Así que mañana, cuando te levantes para ir a trabajar, plantéate unas cuantas preguntas:

  • ¿Qué personas valoro más en el trabajo y con quiénes disfruto más del tiempo? ¿Por qué? ¿Las aprecio en lo que valen?
  • ¿Quién es distinto de mí por algún motivo (piensa de forma diferente, procede de otro tipo de entornos, es experto en cosas que yo no) y qué puedo aprender de él?
  • Si estoy teniendo un conflicto con otro trabajador, ¿qué puedo hacer para aliviarlo? ¿Podría resultarme útil el modelo MASIR?
  • ¿Qué tipo de conexiones me estoy perdiendo en el trabajo y cuáles me gustaría incrementar? ¿Se me ocurre una forma de hacer estas conexiones más probables o más ricas?
  • ¿Conozco de verdad a mis compañeros de trabajo? ¿Hay alguien a quien me gustaría conocer mejor? ¿Cómo puedo establecer contacto con él? Quizá te apetezca coger a esa persona con quien crees que tienes menos en común y esforzarte por mostrar curiosidad y preguntarle por cosas, como las fotografías de su familia o de mascotas que tenga en su mesa o una camiseta que lleve puesta.

Después, de camino a casa, piensa en cómo te sientes y en cómo las experiencias de ese día pueden influir en tu tiempo de ocio. Quizá en conjunto, su influencia sea buena. Pero, si no, ¿hay alguna cosa pequeña y razonable que puedas hacer para cambiarlo? ¿Ayudaría que le dedicaras al tema diez minutos o media hora? ¿O que te dieras un paseo o nadaras un rato antes de volver a casa? ¿Podría ayudarte apagar el teléfono móvil durante un rato para evitar que el trabajo salpique tu vida familiar?

A veces nos gustaría estar haciendo otra cosa en lugar de trabajar. Pero esas horas son una gran oportunidad para socializar. Muchos de los hombres y mujeres más felices del Estudio Harvard tenían relaciones positivas con su trabajo y con sus compañeros, ya fueran vendedores de neumáticos, maestras de guardería o cirujanos, y fueron capaces de equilibrar (a menudo después de duras negociaciones) su vida personal y laboral. Entendieron que todo era la misma cosa.

—Cuando rememoro mi vida laboral —le contó al estudio en 2006 Ellen Freund, la administrativa de la universidad—, a veces desearía haber prestado más atención a las personas que trabajaron para mí o a mi alrededor y menos a los problemas en sí. Yo amaba mi trabajo. De verdad que sí. Pero creo que fui una jefa difícil, impaciente y exigente. Creo que desearía, ahora que lo dices, haber conocido un poco mejor a todo el mundo.

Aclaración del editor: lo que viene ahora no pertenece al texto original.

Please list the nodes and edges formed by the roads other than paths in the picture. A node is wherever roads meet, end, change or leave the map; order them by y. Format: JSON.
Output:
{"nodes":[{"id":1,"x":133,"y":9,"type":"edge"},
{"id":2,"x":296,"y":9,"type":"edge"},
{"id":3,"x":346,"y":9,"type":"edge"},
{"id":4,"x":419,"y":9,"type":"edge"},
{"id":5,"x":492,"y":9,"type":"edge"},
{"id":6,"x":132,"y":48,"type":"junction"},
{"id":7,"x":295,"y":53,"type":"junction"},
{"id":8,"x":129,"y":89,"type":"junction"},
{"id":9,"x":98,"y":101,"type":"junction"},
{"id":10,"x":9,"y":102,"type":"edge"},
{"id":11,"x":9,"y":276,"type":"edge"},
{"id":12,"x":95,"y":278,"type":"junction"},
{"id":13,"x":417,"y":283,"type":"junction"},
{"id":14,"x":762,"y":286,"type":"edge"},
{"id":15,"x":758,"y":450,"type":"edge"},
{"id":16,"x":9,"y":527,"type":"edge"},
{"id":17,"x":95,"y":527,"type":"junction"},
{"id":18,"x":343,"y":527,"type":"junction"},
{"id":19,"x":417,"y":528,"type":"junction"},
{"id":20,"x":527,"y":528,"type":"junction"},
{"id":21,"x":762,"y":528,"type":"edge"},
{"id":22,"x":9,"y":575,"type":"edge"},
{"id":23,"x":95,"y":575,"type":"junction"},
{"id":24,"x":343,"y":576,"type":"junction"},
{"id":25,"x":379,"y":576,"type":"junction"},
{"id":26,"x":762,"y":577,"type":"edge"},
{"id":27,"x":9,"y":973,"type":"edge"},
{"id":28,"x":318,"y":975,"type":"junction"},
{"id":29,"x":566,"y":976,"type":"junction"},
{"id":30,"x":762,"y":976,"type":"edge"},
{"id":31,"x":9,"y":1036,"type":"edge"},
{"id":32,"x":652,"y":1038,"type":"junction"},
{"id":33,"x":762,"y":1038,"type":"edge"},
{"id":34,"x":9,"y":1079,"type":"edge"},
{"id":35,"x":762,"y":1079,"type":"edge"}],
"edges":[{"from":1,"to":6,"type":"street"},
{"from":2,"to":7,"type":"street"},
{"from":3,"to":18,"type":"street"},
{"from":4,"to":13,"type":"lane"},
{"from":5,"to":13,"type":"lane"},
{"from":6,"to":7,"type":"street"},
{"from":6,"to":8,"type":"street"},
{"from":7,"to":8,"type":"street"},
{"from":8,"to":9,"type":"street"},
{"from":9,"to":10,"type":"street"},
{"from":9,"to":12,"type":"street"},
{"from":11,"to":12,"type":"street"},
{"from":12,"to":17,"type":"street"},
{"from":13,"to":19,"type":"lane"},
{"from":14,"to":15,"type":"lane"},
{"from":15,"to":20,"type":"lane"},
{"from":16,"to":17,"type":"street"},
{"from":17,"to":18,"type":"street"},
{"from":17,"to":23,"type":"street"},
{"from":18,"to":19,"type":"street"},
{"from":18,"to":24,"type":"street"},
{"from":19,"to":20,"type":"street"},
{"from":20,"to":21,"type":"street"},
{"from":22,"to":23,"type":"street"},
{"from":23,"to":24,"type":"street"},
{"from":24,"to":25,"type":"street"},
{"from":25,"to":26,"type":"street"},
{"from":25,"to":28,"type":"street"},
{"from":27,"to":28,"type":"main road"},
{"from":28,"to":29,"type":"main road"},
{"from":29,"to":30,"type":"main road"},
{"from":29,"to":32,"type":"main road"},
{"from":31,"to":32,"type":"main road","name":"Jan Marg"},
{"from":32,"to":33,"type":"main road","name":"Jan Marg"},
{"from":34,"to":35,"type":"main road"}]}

Nuestras vidas no se quedan fuera cuando entramos a trabajar. No se quedan en la acera cuando nos sentamos en nuestro camión. No nos miran por las ventanas del aula cuando conocemos a nuestros alumnos el primer día de clase. Cada día de trabajo es una importante experiencia personal y podemos beneficiarnos de cualquier enriquecimiento de las relaciones que allí establecemos. El trabajo, también, es la vida.